Die anarchistische Organisation Rouvíkonas wurde im Herbst 2013 von Menschen gegründet, die im besetzten sozialen Zentrum K*BOX im zentral gelegenen Athener Stadtteil Exárchia und in anderen Gruppen, Initiativen und Kollektiven aktiv waren. Bis heute hat Rouvíkonas die Verantwortung für Hunderte von Aktionen übernommen. Seit 2018 gibt es einen studentischen Sektor und seit 2019 einen feministischen Sektor der Organisation.
Direkte Aktion: In letzter Zeit lesen wir öfter von geschlechtsspezifischer Gewalt in Griechenland. Über Belästigungen und Vergewaltigungen von Frauen oder, immer häufiger, über unmenschliche Gewalt und Femizide durch ehemalige und aktuelle Partner. Ist dies eurer Meinung nach eine Folge der intensiven kapitalistischen Krise oder hat es diese Gewalt gegen Frauen schon immer gegeben und sie wird nun endlich öffentlich, weil die Frauen und ein Teil der Gesellschaft darauf reagieren und sich wehren?
Feministischer Sektor: Verbrechen gegen Frauen hat es immer gegeben. Der Hass auf das weibliche Geschlecht wurde in der Gesellschaft immer kultiviert, also dass die Frau Eigentum des Mannes sei, sie von Natur aus irgendwie fehlerhaft sei, sie Bestrafung und Führung brauche, allein deshalb, weil sie atmet und lebt. Ideen, die teilweise von den Frauen selbst und ihrer gesellschaftlich zugewiesenen Rolle kultiviert und aufrechterhalten werden.

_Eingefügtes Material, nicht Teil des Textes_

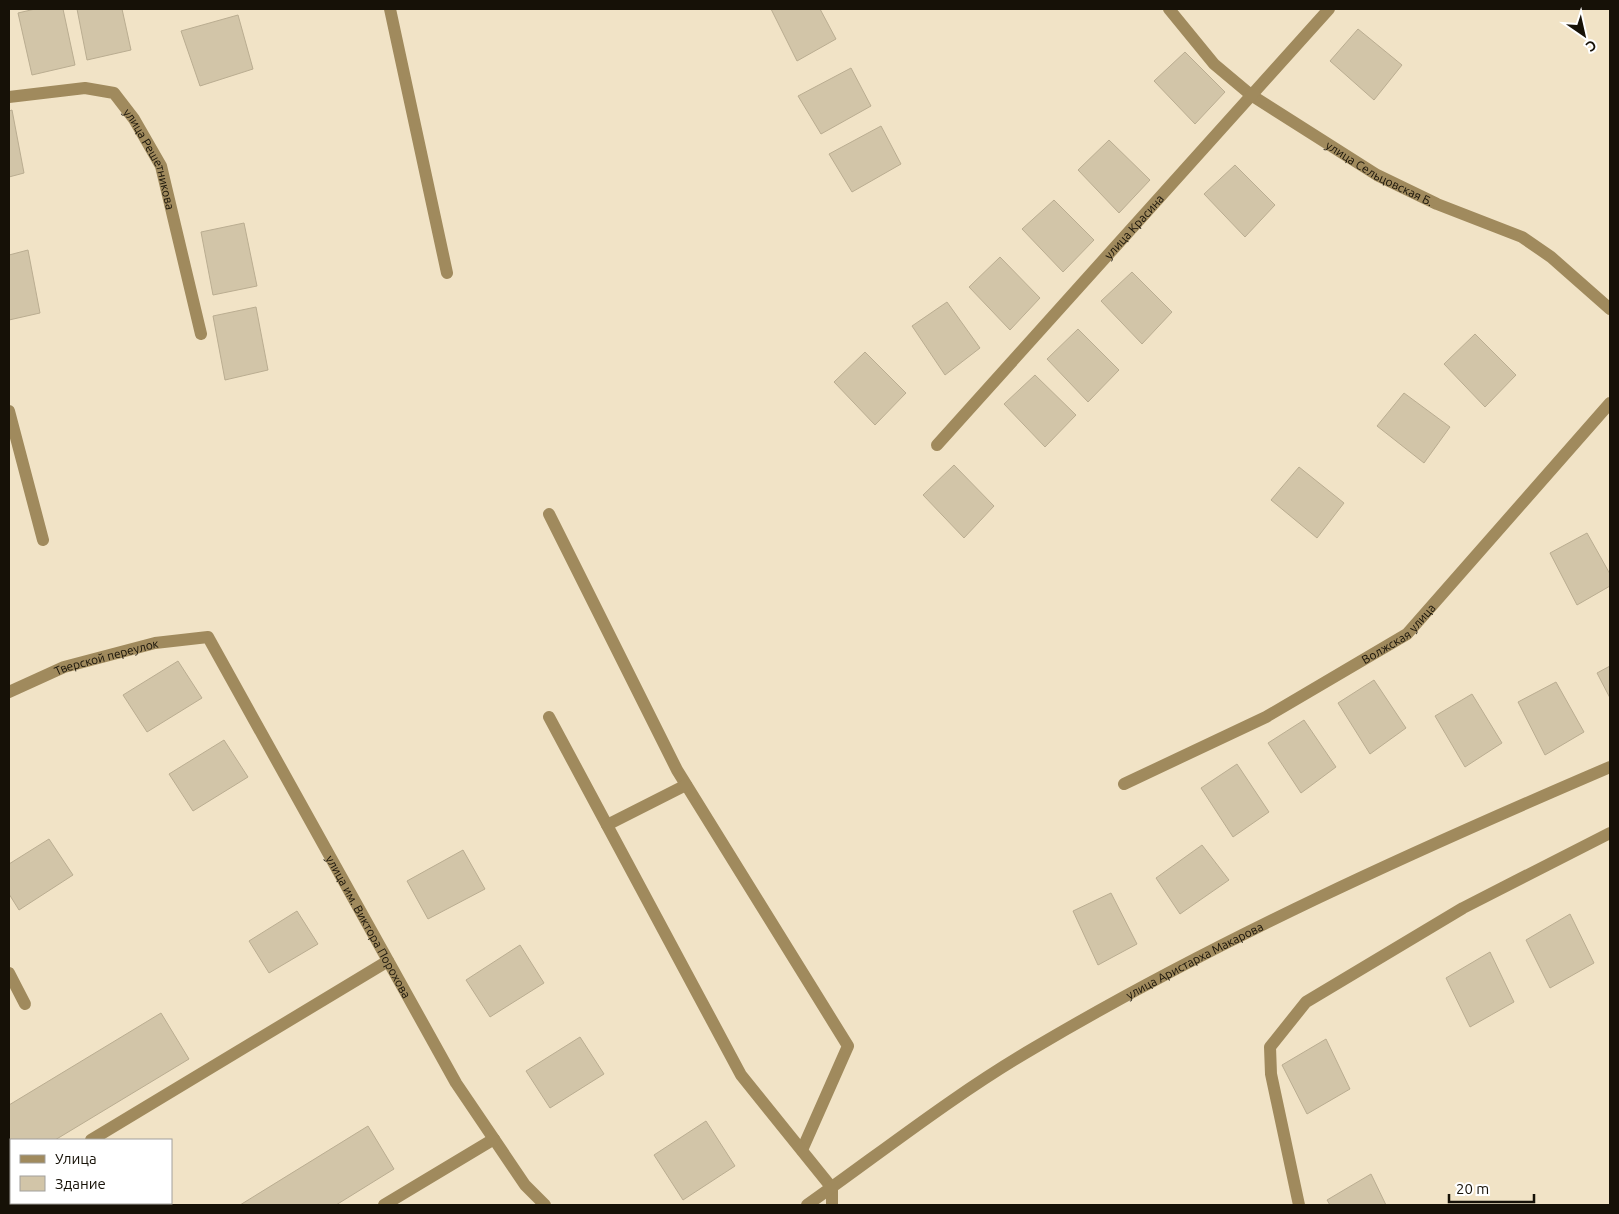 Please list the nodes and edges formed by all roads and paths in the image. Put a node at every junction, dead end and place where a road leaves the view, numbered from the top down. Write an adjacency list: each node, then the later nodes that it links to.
1 (390, 9): 6 (street)
2 (1169, 9): 4 (street, улица Сельцовская Б.)
3 (1329, 9): 4 (street, улица Красина)
4 (1251, 95): 7 (street, улица Сельцовская Б.); 11 (street, улица Красина)
5 (9, 97): 8 (street, улица Решетникова)
6 (447, 273)
7 (1610, 309)
8 (201, 334)
9 (1610, 403): 18 (street, Волжская улица)
10 (9, 411): 13 (street)
11 (937, 445)
12 (549, 514): 19 (street)
13 (43, 540)
14 (208, 637): 15 (street, Тверской переулок); 22 (street, улица им. Виктора Порохова)
15 (9, 692)
16 (548, 716): 20 (street)
17 (1610, 767): 28 (street, улица Аристарха Макарова)
18 (1124, 784)
19 (686, 785): 20 (street); 27 (street)
20 (607, 825): 27 (street)
21 (1610, 832): 33 (street)
22 (388, 961): 25 (street); 26 (street, улица им. Виктора Порохова)
23 (9, 972): 24 (street)
24 (25, 1004)
25 (93, 1139)
26 (494, 1139): 29 (street); 30 (street, улица им. Виктора Порохова)
27 (802, 1150): 28 (street)
28 (832, 1188): 31 (street, улица Аристарха Макарова); 32 (street)
29 (384, 1205)
30 (545, 1205)
31 (807, 1205)
32 (832, 1205)
33 (1299, 1205)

Der entscheidende Unterschied besteht inzwischen darin, dass ein Menschenleben heute mehr wert ist. Noch vor einigen Jahrzehnten, bevor die gesellschaftliche Basis begann einen besseren Lebensstandard einzufordern, hatte der Wert des Lebens in der öffentlichen Meinung kein allzu großes Gewicht, vor allem nicht für die unteren sozialen Schichten. In Verbindung mit der Tatsache, dass eine Frau aufgrund ihrer historischen und aktuellen Kämpfe heute wirtschaftlich unabhängig sein kann, selbst über sich entscheiden kann und gesellschaftliche Normen und Formen der Unterdrückung, denen sie unterworfen ist, in Frage stellen kann, finden Frauen auch die Kraft über die Gewalt zu sprechen, der sie ausgesetzt sind.

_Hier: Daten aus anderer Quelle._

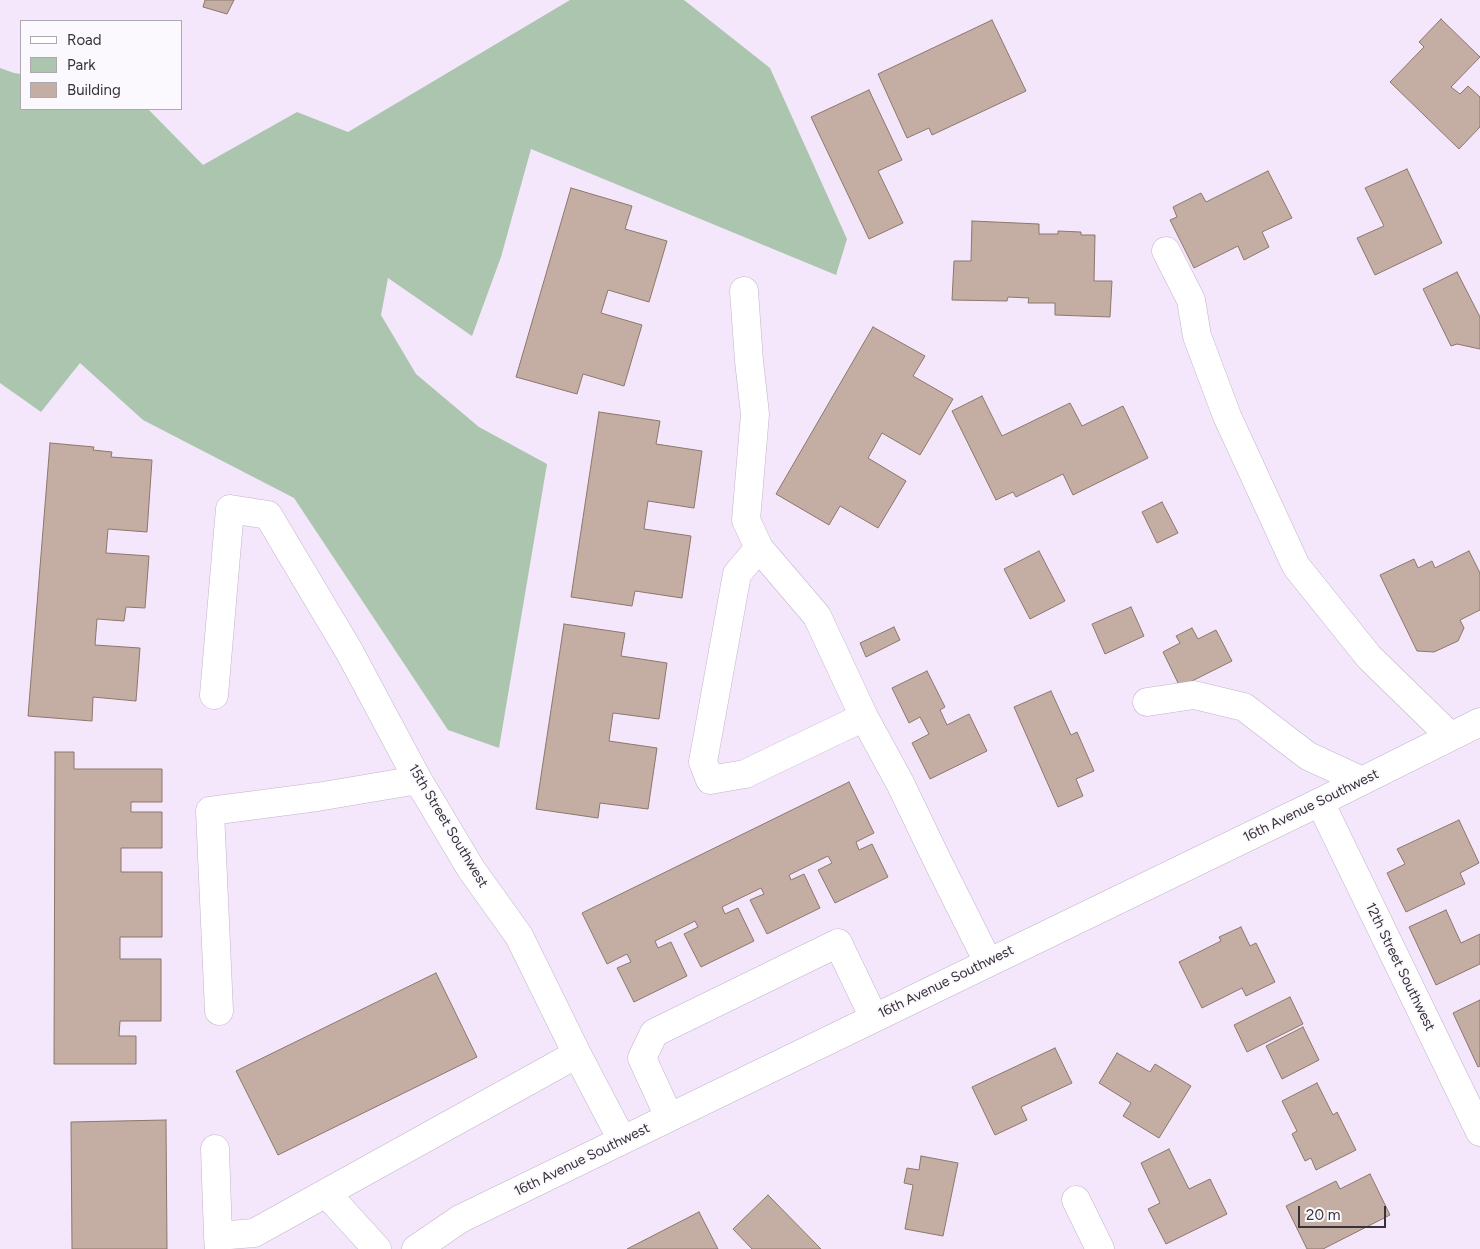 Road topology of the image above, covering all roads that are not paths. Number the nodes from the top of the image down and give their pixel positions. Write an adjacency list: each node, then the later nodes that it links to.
1 (1166, 251): 8 (street)
2 (744, 291): 3 (street)
3 (759, 548): 6 (street); 6 (street)
4 (214, 695): 9 (street, 15th Street Southwest)
5 (1147, 702): 10 (street)
6 (864, 717): 12 (street)
7 (1480, 722): 8 (street, 16th Avenue Southwest)
8 (1450, 736): 10 (street, 16th Avenue Southwest)
9 (418, 780): 13 (street); 15 (street, 15th Street Southwest)
10 (1362, 782): 11 (street, 16th Avenue Southwest)
11 (1320, 802): 12 (street, 16th Avenue Southwest); 17 (street, 12th Street Southwest)
12 (988, 962): 14 (street, 16th Avenue Southwest)
13 (219, 1011)
14 (874, 1018): 16 (street, 16th Avenue Southwest); 16 (street)
15 (577, 1054): 18 (street, 15th Street Southwest); 20 (street)
16 (669, 1118): 18 (street, 16th Avenue Southwest)
17 (1480, 1132)
18 (622, 1140): 24 (street, 16th Avenue Southwest)
19 (215, 1149): 22 (street)
20 (326, 1193): 22 (street); 23 (street)
21 (1076, 1200): 25 (street)
22 (218, 1242)
23 (377, 1249)
24 (416, 1249)
25 (1100, 1249) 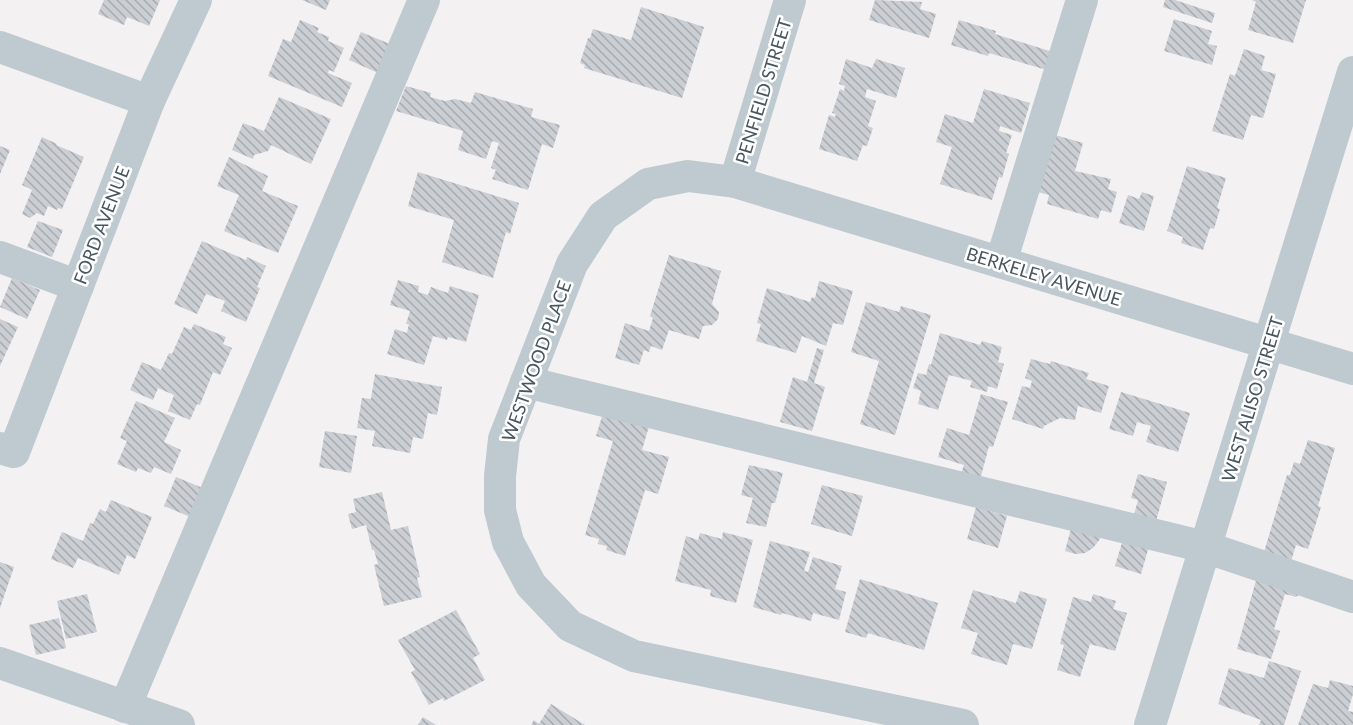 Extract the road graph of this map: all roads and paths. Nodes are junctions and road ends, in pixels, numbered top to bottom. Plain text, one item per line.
1 (196, 0) edge
2 (424, 0) edge
3 (790, 0) edge
4 (1082, 0) edge
5 (0, 47) edge
6 (1353, 72) edge
7 (149, 101) junction
8 (735, 182) junction
9 (0, 256) edge
10 (1001, 262) junction
11 (78, 286) junction
12 (1269, 344) junction
13 (1353, 369) edge
14 (526, 382) junction
15 (7, 450) edge
16 (1205, 547) junction
17 (1353, 597) edge
18 (0, 663) edge
19 (125, 707) junction
20 (178, 725) edge
21 (963, 725) edge
22 (1149, 725) edge

1 - 7 street, FORD AVENUE
2 - 19 street
3 - 8 street, PENFIELD STREET
4 - 10 street
5 - 7 street
6 - 12 street, WEST ALISO STREET
7 - 11 street, FORD AVENUE
8 - 10 street, BERKELEY AVENUE
8 - 14 street, WESTWOOD PLACE
9 - 11 street
10 - 12 street, BERKELEY AVENUE
11 - 15 street, FORD AVENUE
12 - 13 street, BERKELEY AVENUE
12 - 16 street, WEST ALISO STREET
14 - 16 street
14 - 21 street, WESTWOOD PLACE
16 - 17 street
16 - 22 street, WEST ALISO STREET
18 - 19 street
19 - 20 street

Gleichzeitig werden diese Stimmen von der Gesellschaft selbst weniger unterdrückt und ein Täter wird nicht mehr in jedem Fall gesellschaftlich gedeckt. Dies ist natürlich eine Errungenschaft, die es zu verteidigen gilt, denn es gibt viele, die eine Rückkehr zu gesellschaftlicher Friedhofsruhe anstreben.
DA: Welche Initiativen habt ihr als feministischer Sektor von Rouvíkonas ergriffen, um gegen geschlechtsspezifische Gewalt und die Mitschuld des Staates vorzugehen?
FS: Der feministische Sektor verfolgt ähnliche Aktionsformen wie die Gesamtorganisation. Ein Großteil der Aktionen zielt darauf ab, die Mitschuld und den wahren Charakter des Staates und der Täter ans Licht der Öffentlichkeit zu bringen. Der Druck der öffentlichen Meinung und auch die Politik lassen den Tätern weniger Spielraum völlig unkontrolliert zu agieren und alles zu vertuschten.
Die Arbeit des feministischen Sektors beginnt und endet natürlich nicht bei Aktionen im öffentlichen Rahmen; so hat unsere Organisation oftmals Frauen/Weiblichkeiten unterstützt, die Misstände anprangern oder Forderungen stellen wollen oder einfach nur ein vertrauensvolles Umfeld brauchen um zu reden.